Devant cette grave accusation, on reste sans voix. On est bien d’accord qu’il crie à la trahison. Et puis cette autre : « Sur le plan stratégique, le plan Idir avait un but, bien qu’inavoué : liquider sinon neutraliser les « mouchawichine » (les fauteurs de troubles) comme on nous appelait désormais, et faire main basse sur les unités de la base de l’Est, en prévision de l’entrée sur le territoire national, qui découlerait d’éventuelles négociations avec la partie française ».
En d’autres termes, ceux de l’intérieur cherchent à se battre, ceux de l’extérieur à se placer.
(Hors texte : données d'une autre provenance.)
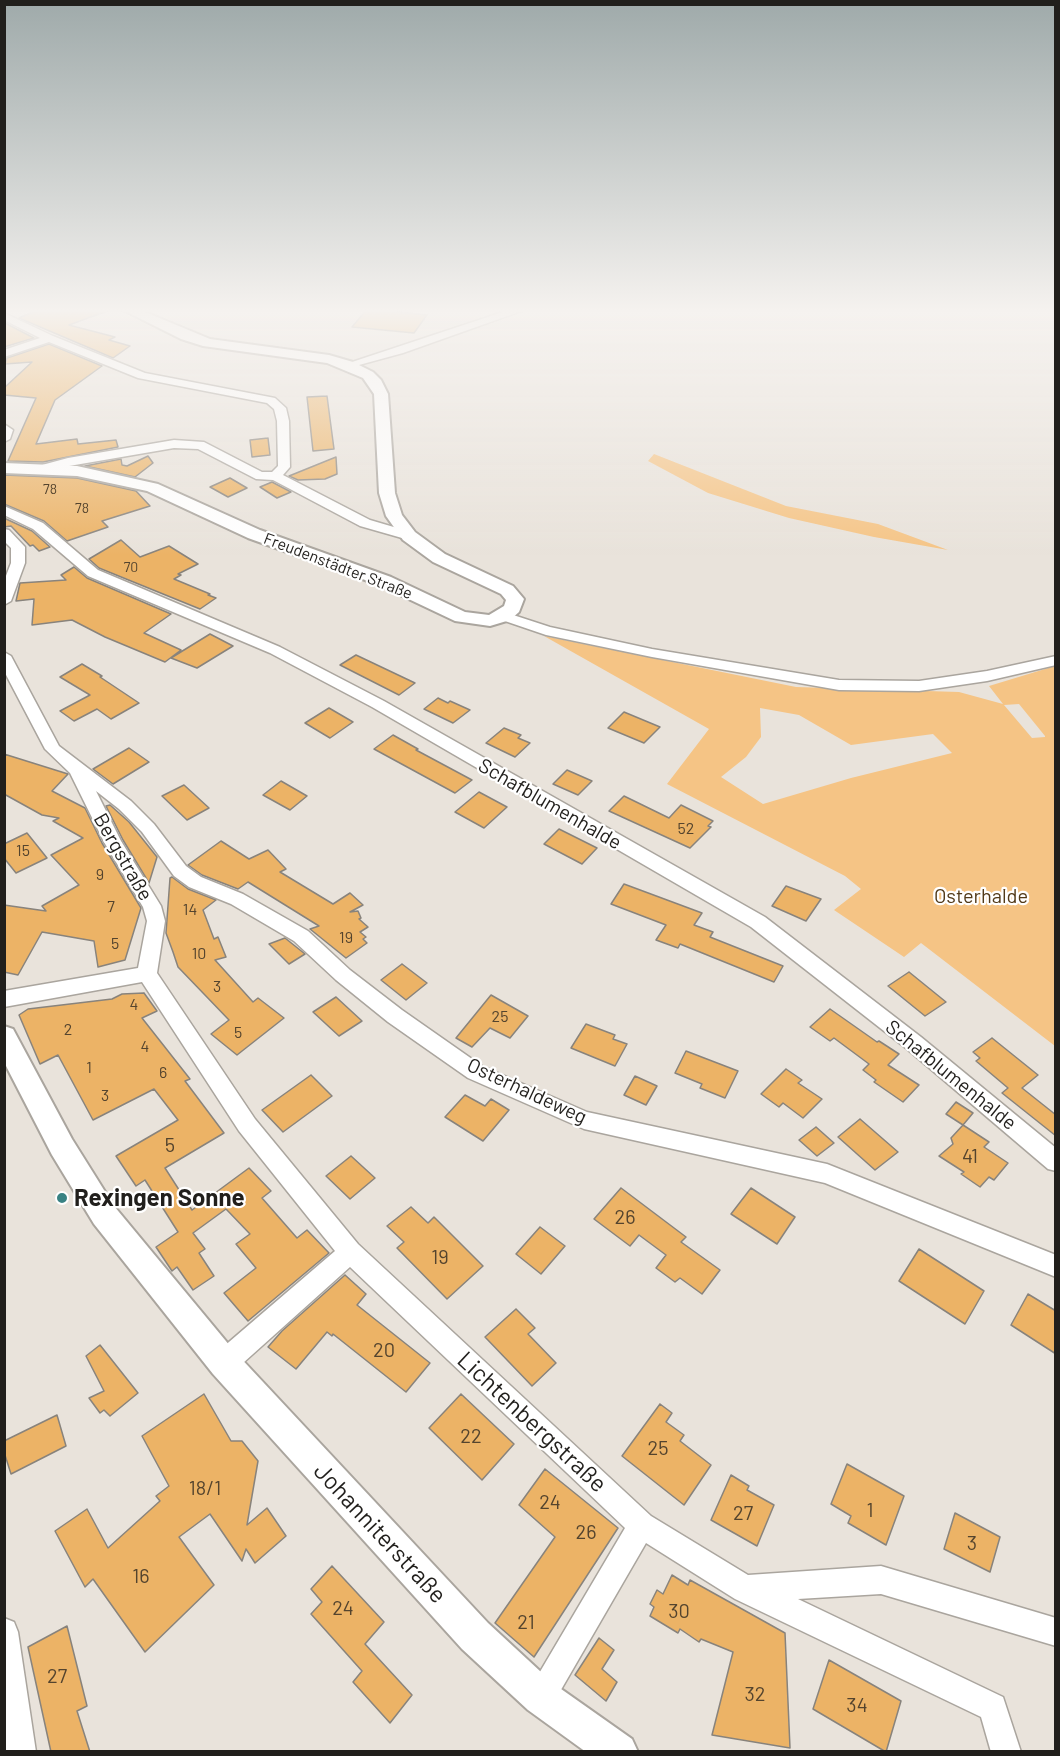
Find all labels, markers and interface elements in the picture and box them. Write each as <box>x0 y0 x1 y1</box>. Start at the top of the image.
house number: 78 <box>43 481 57 497</box>
house number: 78 <box>75 500 89 516</box>
street label: Freudenstädter Straße <box>261 529 415 603</box>
house number: 70 <box>124 559 138 575</box>
street label: Schafblumenhalde <box>474 753 626 855</box>
street label: Bergstraße <box>88 809 158 905</box>
house number: 52 <box>678 819 694 839</box>
house number: 15 <box>16 841 30 861</box>
house number: 9 <box>96 865 104 885</box>
park label: Osterhalde <box>934 884 1028 908</box>
house number: 7 <box>107 897 115 917</box>
house number: 14 <box>183 900 197 920</box>
house number: 19 <box>339 928 353 948</box>
house number: 5 <box>111 934 119 954</box>
house number: 10 <box>192 944 206 964</box>
house number: 3 <box>213 977 221 997</box>
house number: 4 <box>130 995 138 1015</box>
house number: 25 <box>492 1007 508 1027</box>
street label: Schafblumenhalde <box>881 1015 1021 1135</box>
house number: 2 <box>64 1020 72 1040</box>
house number: 5 <box>234 1023 242 1043</box>
house number: 4 <box>141 1037 149 1057</box>
street label: Osterhaldeweg <box>463 1053 591 1129</box>
house number: 1 <box>86 1058 92 1078</box>
house number: 6 <box>159 1063 167 1083</box>
house number: 3 <box>101 1086 109 1106</box>
house number: 5 <box>165 1133 175 1157</box>
house number: 41 <box>962 1144 978 1168</box>
place label: Rexingen Sonne <box>74 1184 245 1212</box>
marker: Rexingen Sonne <box>55 1191 69 1205</box>
house number: 26 <box>614 1205 636 1229</box>
house number: 19 <box>431 1245 449 1269</box>
house number: 20 <box>373 1338 395 1362</box>
street label: Lichtenbergstraße <box>451 1345 613 1499</box>
house number: 22 <box>460 1424 482 1448</box>
house number: 25 <box>648 1436 668 1460</box>
street label: Johanniterstraße <box>308 1457 452 1609</box>
house number: 18/1 <box>189 1476 221 1500</box>
house number: 24 <box>539 1490 561 1514</box>
house number: 1 <box>867 1498 873 1522</box>
house number: 27 <box>733 1501 753 1525</box>
house number: 26 <box>575 1520 597 1544</box>
house number: 3 <box>967 1531 977 1555</box>
house number: 16 <box>132 1564 150 1588</box>
house number: 24 <box>332 1596 354 1620</box>
house number: 30 <box>668 1599 690 1623</box>
house number: 21 <box>517 1610 535 1634</box>
house number: 27 <box>47 1664 67 1688</box>
house number: 32 <box>744 1682 766 1706</box>
house number: 34 <box>846 1693 868 1717</box>

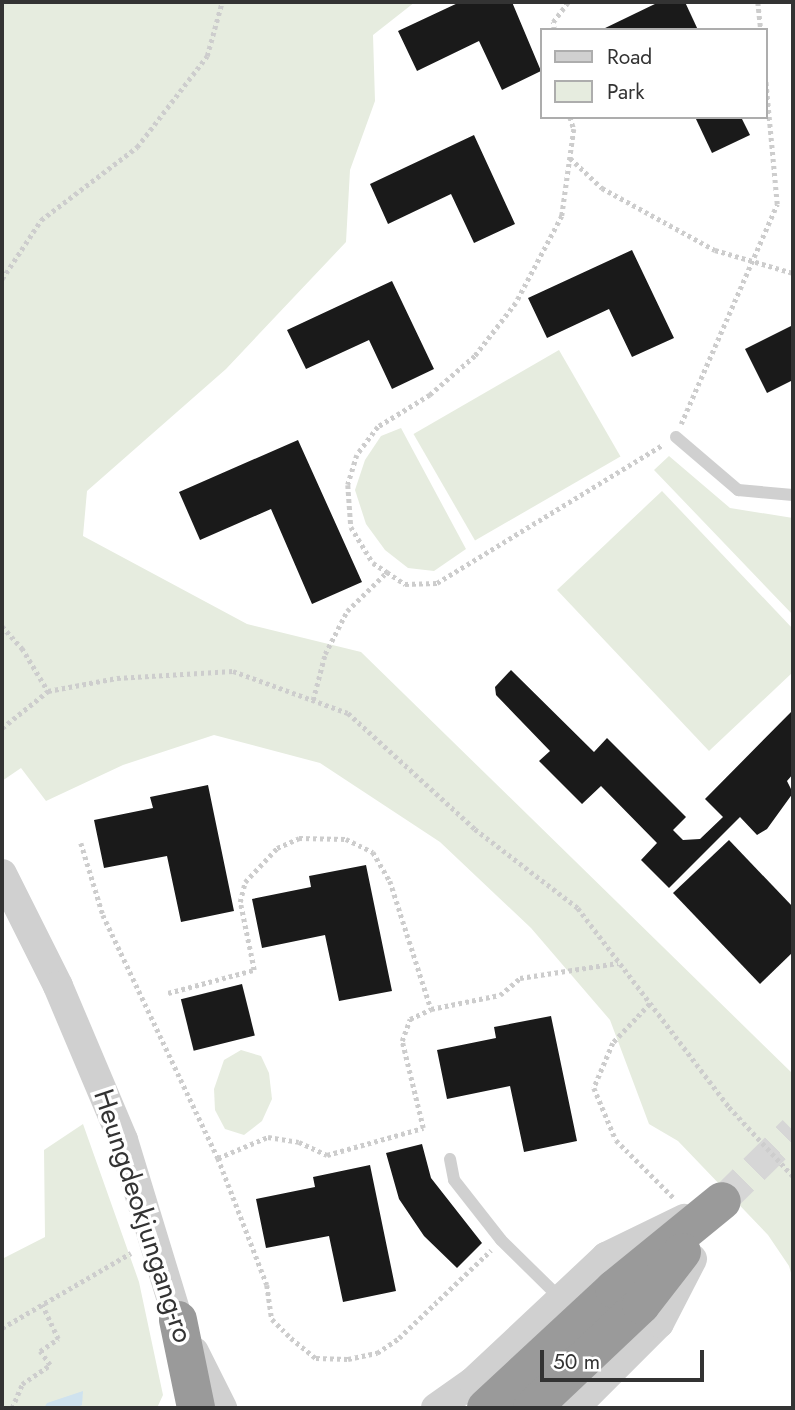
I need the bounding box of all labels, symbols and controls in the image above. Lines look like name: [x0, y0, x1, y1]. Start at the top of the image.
legend: [540, 28, 767, 119]
text: Road: [607, 42, 652, 72]
text: Park: [607, 77, 644, 107]
street label: Heungdeokjungang-ro: [86, 1085, 200, 1347]
scale bar: [543, 1336, 708, 1380]
text: 50 m: [553, 1347, 600, 1377]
Dans la voix de Chadli, on croirait entendre Abane, Amirouche et tous ceux qui avaient le ventre vide et le cœur pur des combattants qui ne faisaient pas de leur combat un investissement pour l’avenir.
Chemin faisant, il nous fait le portrait de Mohammedi Said dont les idoles étaient Hitler et le mufti d’El-Quods. « Son engagement dans l’armée allemande avait dû lui inculquer les méthodes des armées classiques, si différentes de la guérilla et, généralement, de la guerre révolutionnaire. Sa devise était : « Exécute l’ordre, sans discuter ni demander pourquoi ». Il ne savait pas que les moudjahidine étaient, en réalité, des frères luttant pour une cause commune et qu’ils n’étaient pas des soldats de l’armée régulière ». Après un long développement, il lâche : « Mohammedi Said a prouvé les limites de sa conception, son incompétence et le peu de cas qu’il faisait de la vie des hommes ».
Pour montrer son peu de consistance, il raconte que lors d’un discours devant les djounoud de la zone 1, il s’est écrié exalté : « Vive l’Algérie ! Vive la Révolution ! Vive les moudjahidine ! Vive Rebbi ! (Dieu) » ce qui plongea, n’en doutons point, l’auditoire dans une profonde perplexité. Gageons qu’il y a eu, aussi, quelques rires sous cape.
Le « fourbe » Ben Bella en bourreau de Chabani
Autre mise au point de Chadli : l’inhumation de Frantz Fanon que « certains ont cherché à occulter ». D’ailleurs, même dans les colloques organisés chaque année sur sa personnalité et sa pensée, on n’a jamais dit que « c’est Chadli qui l’a inhumé ». Étonnante précision, puérile pour certains, mais importante néanmoins pour le mémorialiste qui tient à ce qu’on sache qu’il tenait les intellectuels en grande considération.
Frantz fanon fut enterré au cimetière de Sifana où les honneurs militaires lui furent rendus. Ses ouvrages Peau noire et masques blancs, La cinquième année de la révolution algérienne et les damnés de la terre furent enterrés avec lui, comme il l’avait souhaité dans son testament. Touchante anecdote qui montre un intellectuel dans sa vérité à l’ultime moment de sa vie.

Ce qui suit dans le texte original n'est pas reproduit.